The Maspalomas Dunes on Gran Canaria conceal the wrinkles of time. A 15th-century Spanish watchtower stands across the dunes from the white walls of a 21st-century Nordic sanatorium. In a spa hotel at the foot of the dunes, a Swedish doctor administers light therapy. Data shows that the incidence of winter depression in the islands is 67% lower than in Northern Europe. A 1975 photograph hangs in the hotel corridor: Sanmao, in a bohemian dress, walks across the dunes, while in the lens of José's camera, the sand reflects the same sunlight as today.
La Palma's Starlight Reserve offers another healing space. While mainland Europe is shrouded in clouds, a Danish astronomer adjusts his telescope at the observatory. "The polar night deprives us not only of light but also of our perception of the universe." He points to a white village beneath the Milky Way. Stone houses built by Spanish immigrants a century ago are now converted into stargazing accommodations. Nordic tourists lie in hammocks on the terraces, observing the Magellanic Clouds with the naked eye—a visual feast absent in their homelands for three months, now restoring their retinas, damaged by the polar night.
Fragments of time float in every port of the islands. On the old lighthouse in the port of Las Palmas, a 16th-century bronze bell coexists with modern weather radar. The bell once guided Columbus's fleet and now directs Nordic cruise ships to shore. In the nearby fish market, Moroccan fishermen and Spanish vendors haggle in a mix of dialects. Sanmao memorabilia—coconut shell necklaces, desert scarves—remind people that this Eastern writer planted her Saharan nostalgia in Gran Canaria's soil in the 1970s.

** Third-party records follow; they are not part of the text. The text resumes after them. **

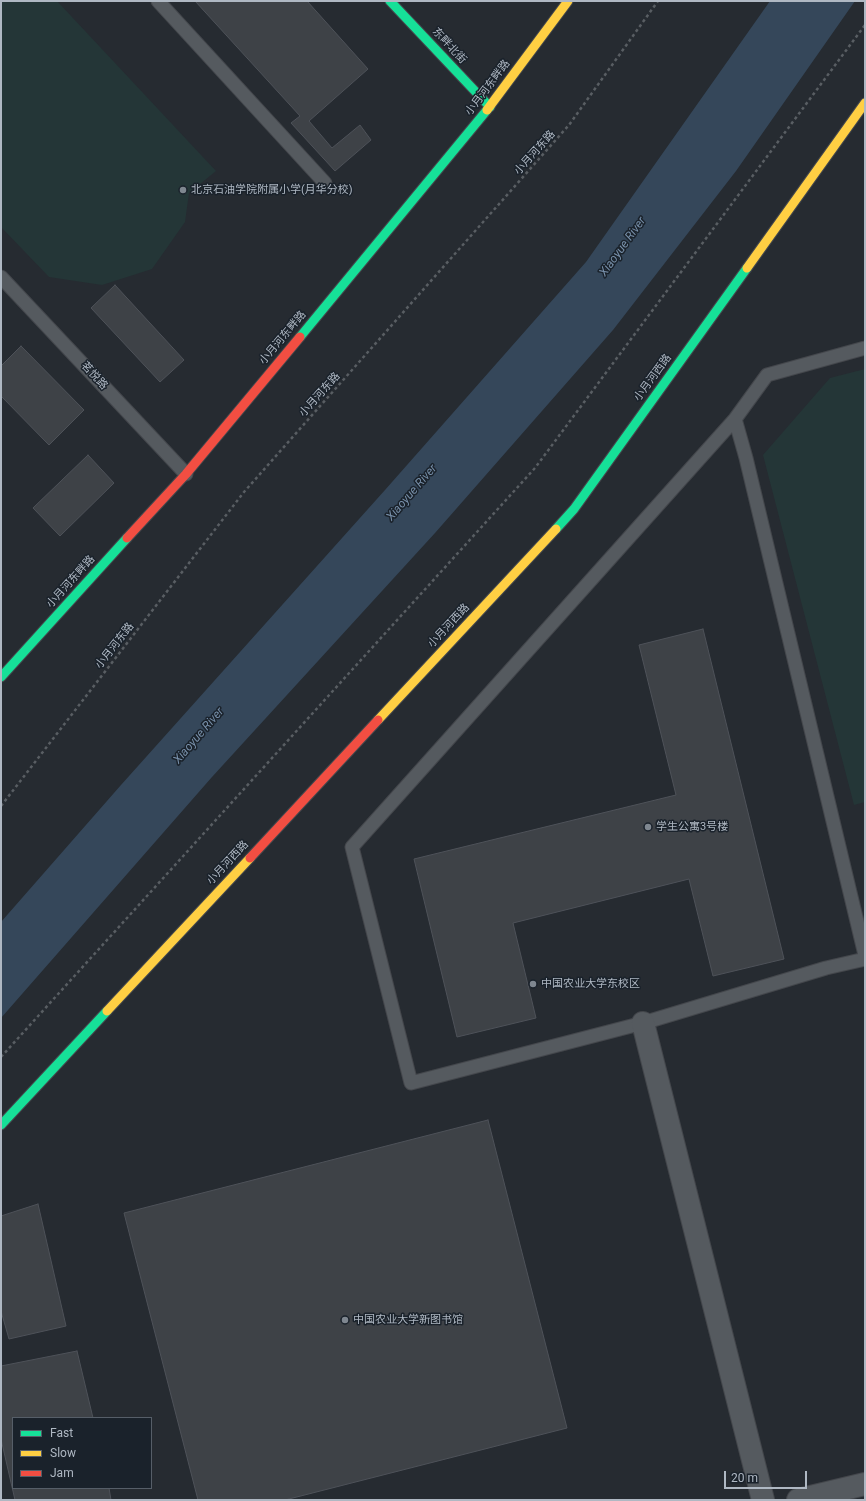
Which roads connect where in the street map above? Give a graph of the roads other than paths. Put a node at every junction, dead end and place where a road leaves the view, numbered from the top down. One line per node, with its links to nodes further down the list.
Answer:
1 (158, 1): 6 (lane)
2 (390, 1): 5 (street, 东畔北街)
3 (568, 1): 5 (street, 小月河东畔路)
4 (865, 103): 15 (street, 小月河西路)
5 (490, 107): 10 (street, 小月河东畔路)
6 (325, 183)
7 (1, 277): 10 (lane, 茗悦路)
8 (865, 348): 9 (lane)
9 (735, 419): 12 (lane); 14 (lane)
10 (186, 474): 11 (street, 小月河东畔路)
11 (1, 677)
12 (865, 955)
13 (865, 959): 14 (lane)
14 (643, 1022): 17 (street)
15 (1, 1125)
16 (865, 1484): 18 (street)
17 (763, 1500)
18 (798, 1500)

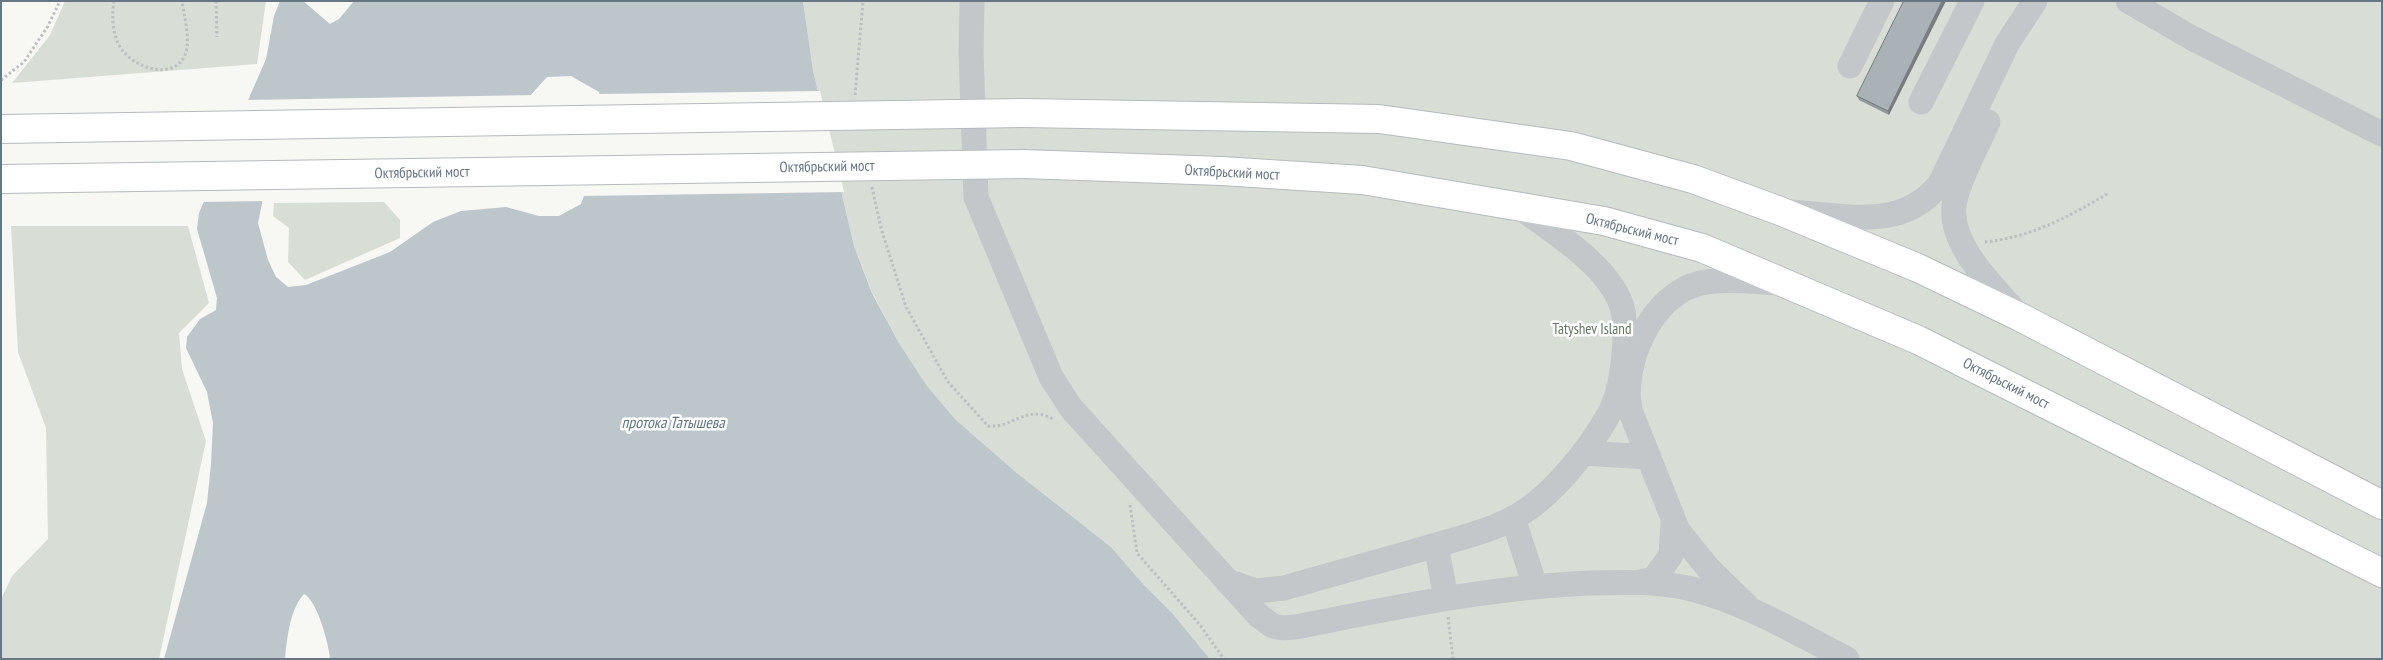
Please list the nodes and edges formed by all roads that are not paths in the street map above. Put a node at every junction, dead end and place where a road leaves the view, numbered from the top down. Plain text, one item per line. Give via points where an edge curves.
1 (972, 1) edge
2 (1882, 1) edge
3 (1972, 1) edge
4 (2128, 1) edge
5 (2034, 2) edge
6 (1850, 66) dead end
7 (1922, 102) dead end
8 (1, 129) edge
9 (2382, 134) edge
10 (1, 179) edge
11 (1517, 205) junction
12 (1780, 211) junction
13 (1786, 282) junction
14 (2020, 318) junction
15 (1584, 453) junction
16 (1649, 457) junction
17 (2382, 505) edge
18 (1513, 518) junction
19 (1674, 522) junction
20 (1436, 545) junction
21 (2382, 573) edge
22 (1224, 580) junction
23 (1641, 582) junction
24 (1535, 586) junction
25 (1446, 598) junction
26 (1752, 610) junction
27 (1847, 659) edge

1 - 22 lane via 975,194 1045,363 1071,408
2 - 6 lane
3 - 7 lane
4 - 9 lane via 2192,38
5 - 12 lane via 2007,44 1940,184 1926,200 1908,211 1884,217
5 - 14 lane via 2018,54 1957,192 1954,212 1955,228 1970,257
8 - 12 main road, bridge via 1023,113 1379,119 1571,146 1693,179
10 - 11 main road, Октябрьский мост, bridge via 1024,164 1362,180
11 - 13 main road, Октябрьский мост via 1604,222 1702,248
11 - 15 lane via 1601,271 1620,300 1625,327 1620,379 1610,412
12 - 14 main road via 1918,268
13 - 16 lane via 1699,283 1670,300 1649,321 1640,339 1629,398 1630,410
13 - 21 main road, Октябрьский мост via 1918,340
14 - 17 main road
15 - 16 lane
15 - 18 lane via 1552,487
16 - 19 lane
18 - 20 lane
18 - 24 lane
19 - 23 lane via 1671,555 1654,579
19 - 26 lane via 1709,569
20 - 22 lane via 1264,592
20 - 25 lane
22 - 25 lane via 1263,620 1283,628
23 - 24 lane
23 - 26 lane via 1694,590
24 - 25 lane
26 - 27 lane

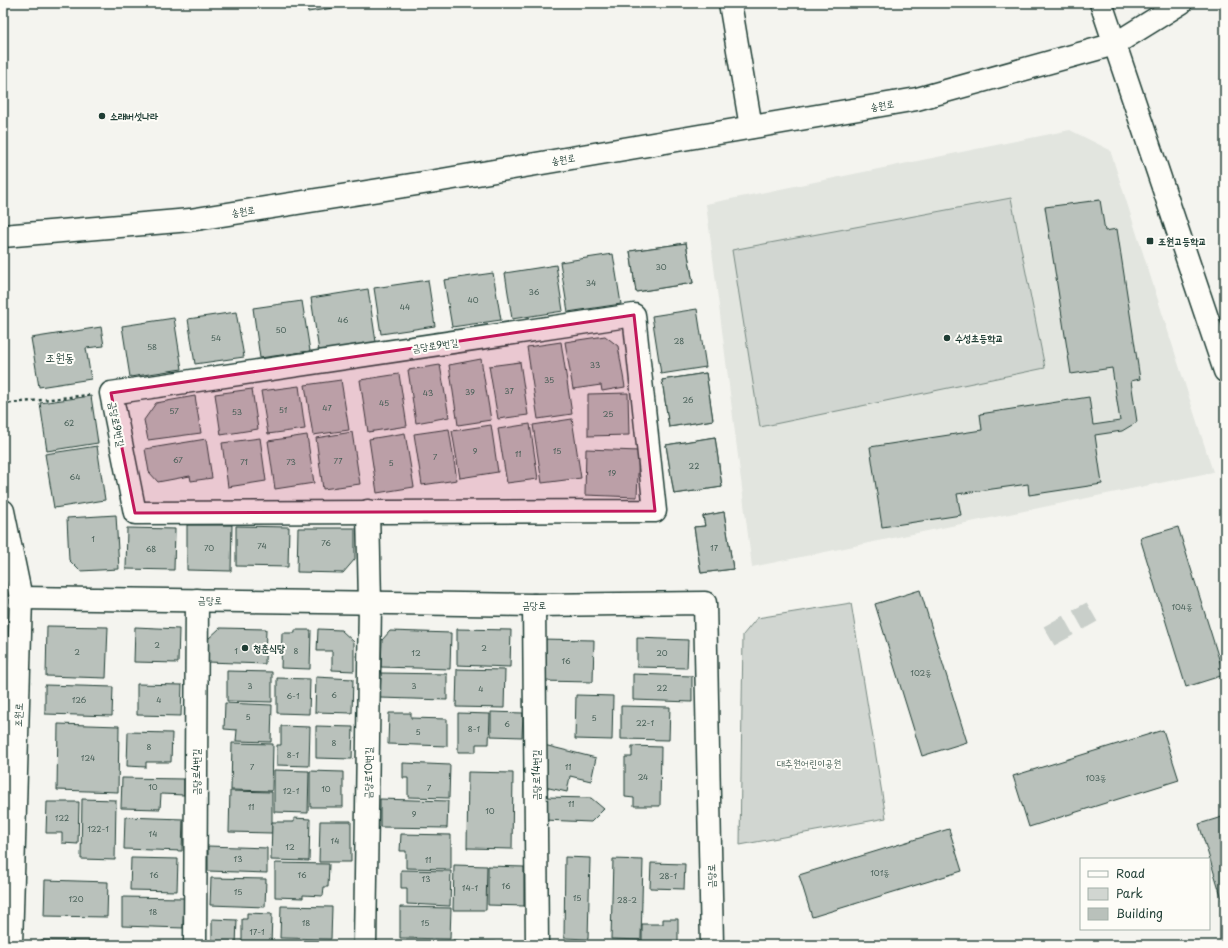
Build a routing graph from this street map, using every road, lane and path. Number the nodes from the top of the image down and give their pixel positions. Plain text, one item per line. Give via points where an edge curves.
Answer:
1 (730, 3) edge
2 (1102, 3) edge
3 (1181, 3) edge
4 (1116, 44) junction
5 (751, 127) junction
6 (3, 236) edge
7 (1225, 371) edge
8 (111, 393) junction
9 (3, 404) edge
10 (3, 511) edge
11 (368, 511) junction
12 (21, 598) junction
13 (197, 600) junction
14 (370, 602) junction
15 (534, 605) junction
16 (11, 945) edge
17 (195, 945) edge
18 (365, 945) edge
19 (537, 945) edge
20 (712, 945) edge

1 - 5 street
2 - 4 street
3 - 4 street, 송원로
4 - 5 street, 송원로 via 917,99
4 - 7 street
5 - 6 street, 송원로 via 190,220
8 - 9 path
8 - 11 street, 금당로9번길 via 135,514
8 - 11 street, 금당로9번길 via 634,315 655,511
10 - 12 street, 조원로
11 - 14 street
12 - 13 street, 금당로
12 - 16 street, 조원로
13 - 14 street, 금당로
13 - 17 street, 금당로4번길
14 - 15 street, 금당로
14 - 18 street, 금당로10번길
15 - 19 street, 금당로14번길
15 - 20 street, 금당로 via 705,603

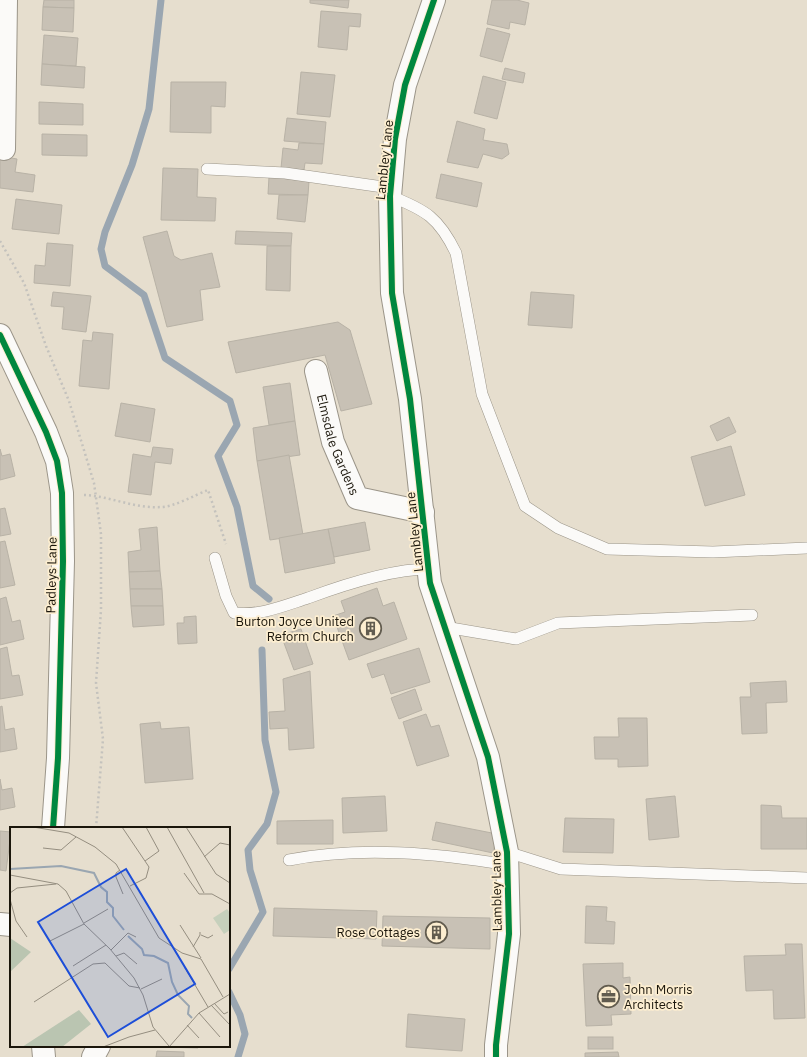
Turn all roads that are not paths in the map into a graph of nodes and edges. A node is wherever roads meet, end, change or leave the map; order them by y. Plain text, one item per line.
1 (6, 0) edge
2 (434, 0) edge
3 (4, 149) dead end
4 (207, 169) dead end
5 (390, 192) junction
6 (0, 335) edge
7 (316, 371) dead end
8 (423, 512) junction
9 (807, 548) edge
10 (214, 558) dead end
11 (429, 570) junction
12 (752, 615) dead end
13 (445, 627) junction
14 (53, 827) edge
15 (508, 859) junction
16 (289, 860) dead end
17 (807, 878) edge
18 (0, 924) edge
19 (10, 925) edge
20 (98, 1047) edge
21 (93, 1057) edge
22 (496, 1057) edge

1 - 3 street
2 - 5 street, Lambley Lane
4 - 5 lane
5 - 8 street, Lambley Lane
5 - 9 lane
6 - 14 street, Padleys Lane
7 - 8 street, Elmsdale Gardens
8 - 11 street, Lambley Lane
10 - 11 lane, Lambley Lane
11 - 13 street, Lambley Lane
12 - 13 lane
13 - 15 street, Lambley Lane
15 - 16 lane
15 - 17 lane
15 - 22 street, Lambley Lane
18 - 19 street
20 - 21 street

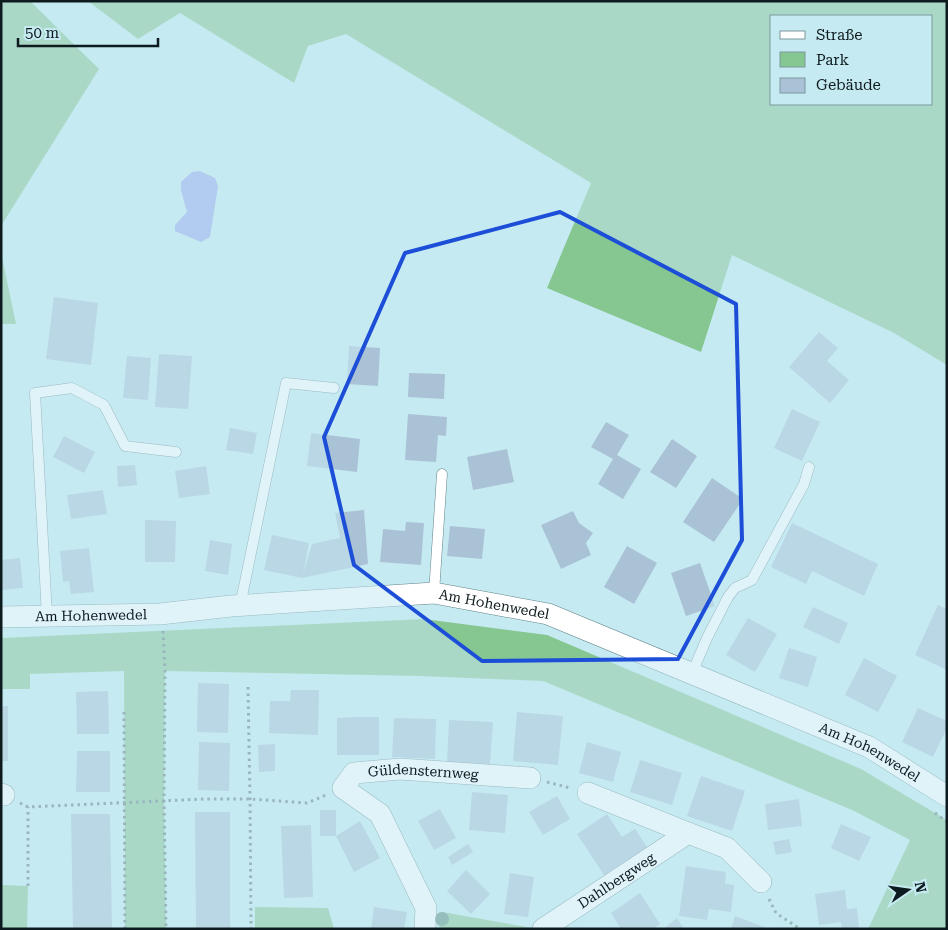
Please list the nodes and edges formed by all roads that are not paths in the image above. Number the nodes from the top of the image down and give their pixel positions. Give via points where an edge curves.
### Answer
1 (334, 388) dead end
2 (176, 452) dead end
3 (809, 467) dead end
4 (442, 474) dead end
5 (434, 592) junction
6 (240, 606) junction
7 (47, 616) junction
8 (1, 617) edge
9 (692, 674) junction
10 (530, 778) road end
11 (588, 793) road end
12 (947, 796) edge
13 (688, 833) junction
14 (761, 882) road end
15 (425, 929) edge
16 (543, 929) edge

1 - 6 lane via 286,383
2 - 7 lane via 125,446 104,405 72,388 35,394
3 - 9 lane via 804,484 752,580 734,588 728,597
4 - 5 lane
5 - 6 street, Am Hohenwedel
5 - 9 street, Am Hohenwedel via 548,614
6 - 7 street, Am Hohenwedel via 160,614
7 - 8 street, Am Hohenwedel
9 - 12 street, Am Hohenwedel via 869,747
10 - 15 street, Güldensternweg via 400,769 354,773 343,788 380,814 426,908
11 - 13 street
13 - 14 street via 727,848
13 - 16 street, Dahlbergweg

The Church of San Cristobal in Tenerife witnesses transtemporal rituals. Every Sunday, Nordic visitors and locals share in the sacrament of sunlight: Norwegian housewives dry linen beneath Gothic arches, German painters capture light and shadow in Moorish cloisters, and their children chase Spanish children in the square, their footprints overlapping Sanmao's. Church archives record that at José's funeral in 1976, islanders spontaneously sent 99 yellow roses. Today, descendants of those roses grow wild outside the cemetery walls.
The islands' affordability is revealed in corner cafes. A latte costs €1.50, 40% less than in Madrid. A Swedish backpacker can stay here for three months for less than a week in the Maldives. In a weaving shop in San Bartolomé, 82-year-old Maria weaves baskets from palm leaves, just as her great-grandmother did for Sanmao, crafting coconut shells to hold water. "The Chinese girl loved to watch the sunset from the pier. She said the twilight here resembled the Sahara." Subtropical sunlight is embedded in the old woman's wrinkles, and the patterns in her weaving are the islands' love letter to the European winter.
When the polar night finally ends in Northern Europe, faded sunscreen marks remain on the beaches of the Canary Islands. But the islands know that the wounds kissed by the sun, the eyes awakened between volcanoes and waves, have etched the islands' warmth into the rings of life. This is not a winter retreat, but another heart of mainland Europe, beating with the hope of daylight at a constant 22°C.